Graduate student workers in the UC system have taken a courageous stand against the genocide and the complicity of their university in the crimes of US imperialism and its allies. But the issues about which they are protesting cannot be resolved on the campuses alone.
It is critical to recognize that the genocide in Gaza is one front in a global war that is being spearheaded by US imperialism and its NATO imperialist allies—a new world war arising from the historic crisis of the capitalist system. It is an attempt by desperate imperialist powers to overcome their insoluble contradictions by military conquest and a redivision of the world.
This involves the escalation of the US/NATO proxy war against Russia in Ukraine into a direct shooting war against Russia, which threatens to unleash a nuclear holocaust, together with the expansion of the genocide in Gaza into a direct war with Iran and the preparations for war against China.
The corollary of world war is the destruction of democratic rights at home as well as all of the past social gains of the working class, to pay for record military spending and to attempt to crush rising social opposition. Hence the brutal repression of student-led protests against genocide and war and the turn of the ruling classes to far-right and fascistic forces and dictatorial forms of rule.

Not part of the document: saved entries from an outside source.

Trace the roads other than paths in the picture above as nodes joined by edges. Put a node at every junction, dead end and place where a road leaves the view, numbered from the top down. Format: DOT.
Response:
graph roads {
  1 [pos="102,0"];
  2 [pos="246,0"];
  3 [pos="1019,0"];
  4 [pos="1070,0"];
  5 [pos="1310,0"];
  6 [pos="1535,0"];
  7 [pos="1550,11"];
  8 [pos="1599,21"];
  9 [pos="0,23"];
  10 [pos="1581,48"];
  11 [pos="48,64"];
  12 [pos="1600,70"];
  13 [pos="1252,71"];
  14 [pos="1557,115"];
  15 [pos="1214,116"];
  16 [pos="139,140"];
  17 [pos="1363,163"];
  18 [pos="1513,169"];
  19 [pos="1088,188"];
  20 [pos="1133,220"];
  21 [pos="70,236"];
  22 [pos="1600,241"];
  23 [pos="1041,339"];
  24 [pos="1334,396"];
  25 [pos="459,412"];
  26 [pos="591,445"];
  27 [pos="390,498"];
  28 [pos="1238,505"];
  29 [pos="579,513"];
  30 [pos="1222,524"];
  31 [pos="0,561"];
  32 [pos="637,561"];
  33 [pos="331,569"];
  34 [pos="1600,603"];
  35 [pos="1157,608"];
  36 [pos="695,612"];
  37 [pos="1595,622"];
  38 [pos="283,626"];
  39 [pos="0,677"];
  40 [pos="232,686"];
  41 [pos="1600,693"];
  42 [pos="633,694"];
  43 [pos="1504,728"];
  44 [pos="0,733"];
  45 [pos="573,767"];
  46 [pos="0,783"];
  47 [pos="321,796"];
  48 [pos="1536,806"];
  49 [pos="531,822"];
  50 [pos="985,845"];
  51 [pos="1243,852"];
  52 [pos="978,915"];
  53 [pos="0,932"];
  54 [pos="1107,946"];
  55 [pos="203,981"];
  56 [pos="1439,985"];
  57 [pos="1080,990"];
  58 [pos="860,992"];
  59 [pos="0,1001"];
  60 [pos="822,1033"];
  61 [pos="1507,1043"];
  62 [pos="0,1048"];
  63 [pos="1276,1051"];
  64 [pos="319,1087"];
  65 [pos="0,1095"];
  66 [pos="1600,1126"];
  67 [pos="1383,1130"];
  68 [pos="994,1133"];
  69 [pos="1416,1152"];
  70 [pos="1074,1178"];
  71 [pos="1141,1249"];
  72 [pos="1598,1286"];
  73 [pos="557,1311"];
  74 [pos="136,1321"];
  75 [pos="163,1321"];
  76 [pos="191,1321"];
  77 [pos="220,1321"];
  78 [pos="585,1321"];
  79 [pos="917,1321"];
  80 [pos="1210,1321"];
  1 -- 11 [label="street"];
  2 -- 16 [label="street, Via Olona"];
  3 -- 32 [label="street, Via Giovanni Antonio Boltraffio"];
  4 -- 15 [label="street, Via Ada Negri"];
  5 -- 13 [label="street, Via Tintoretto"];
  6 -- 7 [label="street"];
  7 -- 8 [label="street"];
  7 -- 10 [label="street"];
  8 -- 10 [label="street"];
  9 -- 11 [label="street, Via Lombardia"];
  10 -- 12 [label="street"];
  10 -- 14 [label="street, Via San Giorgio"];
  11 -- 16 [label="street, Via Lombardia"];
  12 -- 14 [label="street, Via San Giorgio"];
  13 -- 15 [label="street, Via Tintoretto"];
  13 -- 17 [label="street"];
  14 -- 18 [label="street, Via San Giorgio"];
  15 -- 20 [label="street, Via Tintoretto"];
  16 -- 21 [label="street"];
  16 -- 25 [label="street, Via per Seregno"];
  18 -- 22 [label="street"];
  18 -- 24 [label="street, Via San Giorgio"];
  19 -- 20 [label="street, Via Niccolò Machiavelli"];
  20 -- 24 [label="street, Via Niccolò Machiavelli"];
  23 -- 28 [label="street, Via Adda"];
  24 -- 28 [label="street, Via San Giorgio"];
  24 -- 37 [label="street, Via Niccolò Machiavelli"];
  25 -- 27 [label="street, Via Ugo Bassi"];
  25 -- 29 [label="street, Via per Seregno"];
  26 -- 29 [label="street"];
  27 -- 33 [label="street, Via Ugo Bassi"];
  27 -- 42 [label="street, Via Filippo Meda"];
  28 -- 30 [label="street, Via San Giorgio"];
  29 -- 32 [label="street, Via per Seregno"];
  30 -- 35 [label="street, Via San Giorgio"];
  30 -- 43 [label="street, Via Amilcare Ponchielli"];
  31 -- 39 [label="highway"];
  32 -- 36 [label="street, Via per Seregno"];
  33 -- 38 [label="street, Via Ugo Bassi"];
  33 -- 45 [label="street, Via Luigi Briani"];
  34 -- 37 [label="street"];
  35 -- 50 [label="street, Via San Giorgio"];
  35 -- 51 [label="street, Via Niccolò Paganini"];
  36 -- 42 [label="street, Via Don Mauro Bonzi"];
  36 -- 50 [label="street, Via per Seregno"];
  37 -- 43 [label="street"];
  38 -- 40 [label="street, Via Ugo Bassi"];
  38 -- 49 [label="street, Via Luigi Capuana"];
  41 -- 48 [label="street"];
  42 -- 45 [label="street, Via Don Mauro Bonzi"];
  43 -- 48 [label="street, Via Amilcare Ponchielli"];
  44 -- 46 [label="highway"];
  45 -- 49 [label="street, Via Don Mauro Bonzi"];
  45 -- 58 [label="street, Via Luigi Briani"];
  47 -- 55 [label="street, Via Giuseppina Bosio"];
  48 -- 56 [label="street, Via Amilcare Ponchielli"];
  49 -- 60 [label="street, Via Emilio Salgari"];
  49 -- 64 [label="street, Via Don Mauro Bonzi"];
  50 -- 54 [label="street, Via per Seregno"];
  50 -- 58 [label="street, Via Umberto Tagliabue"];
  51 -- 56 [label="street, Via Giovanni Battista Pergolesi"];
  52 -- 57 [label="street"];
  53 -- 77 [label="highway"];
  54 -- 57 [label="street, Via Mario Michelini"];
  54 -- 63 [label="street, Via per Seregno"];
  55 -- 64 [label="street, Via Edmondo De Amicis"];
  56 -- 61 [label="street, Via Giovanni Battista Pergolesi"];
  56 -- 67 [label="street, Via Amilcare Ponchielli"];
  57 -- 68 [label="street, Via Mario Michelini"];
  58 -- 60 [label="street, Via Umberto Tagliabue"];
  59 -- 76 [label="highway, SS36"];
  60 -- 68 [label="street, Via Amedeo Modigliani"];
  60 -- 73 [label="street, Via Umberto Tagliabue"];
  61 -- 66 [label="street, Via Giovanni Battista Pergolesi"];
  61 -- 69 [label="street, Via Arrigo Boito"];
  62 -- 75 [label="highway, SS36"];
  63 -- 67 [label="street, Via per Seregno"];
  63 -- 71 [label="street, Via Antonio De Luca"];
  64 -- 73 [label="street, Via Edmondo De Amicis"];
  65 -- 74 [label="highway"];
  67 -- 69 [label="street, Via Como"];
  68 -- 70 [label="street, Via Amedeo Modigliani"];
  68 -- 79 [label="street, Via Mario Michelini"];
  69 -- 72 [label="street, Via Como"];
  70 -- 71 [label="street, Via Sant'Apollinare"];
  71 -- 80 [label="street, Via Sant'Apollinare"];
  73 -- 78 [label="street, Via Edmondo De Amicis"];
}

In voting for a political strike against the genocide in Gaza and the complicity of the university, and in defense of the democratic rights of student protesters, the grad student workers have initiated a struggle against the entire political establishment which they can only win by consciously broadening the fight to shut down all 10 campuses and appealing for the active and direct support of autoworkers and other sections of the working class.
Workers, in turn, must recognize that the struggle waged at the universities has far-reaching implications for the working class as a whole. The policy of the ruling class of subordinating higher education to the imperialist war machine and the assault on the democratic and social rights of the working class go hand in hand.
The fight to defend democratic rights, end the genocide in Gaza and demilitarize the universities is inseparable from the fight to transform the universities into true institutions of learning that provide free and high-quality education for all. This struggle requires the independent political mobilization of the entire working class, in the US and internationally, against capitalism and for socialism.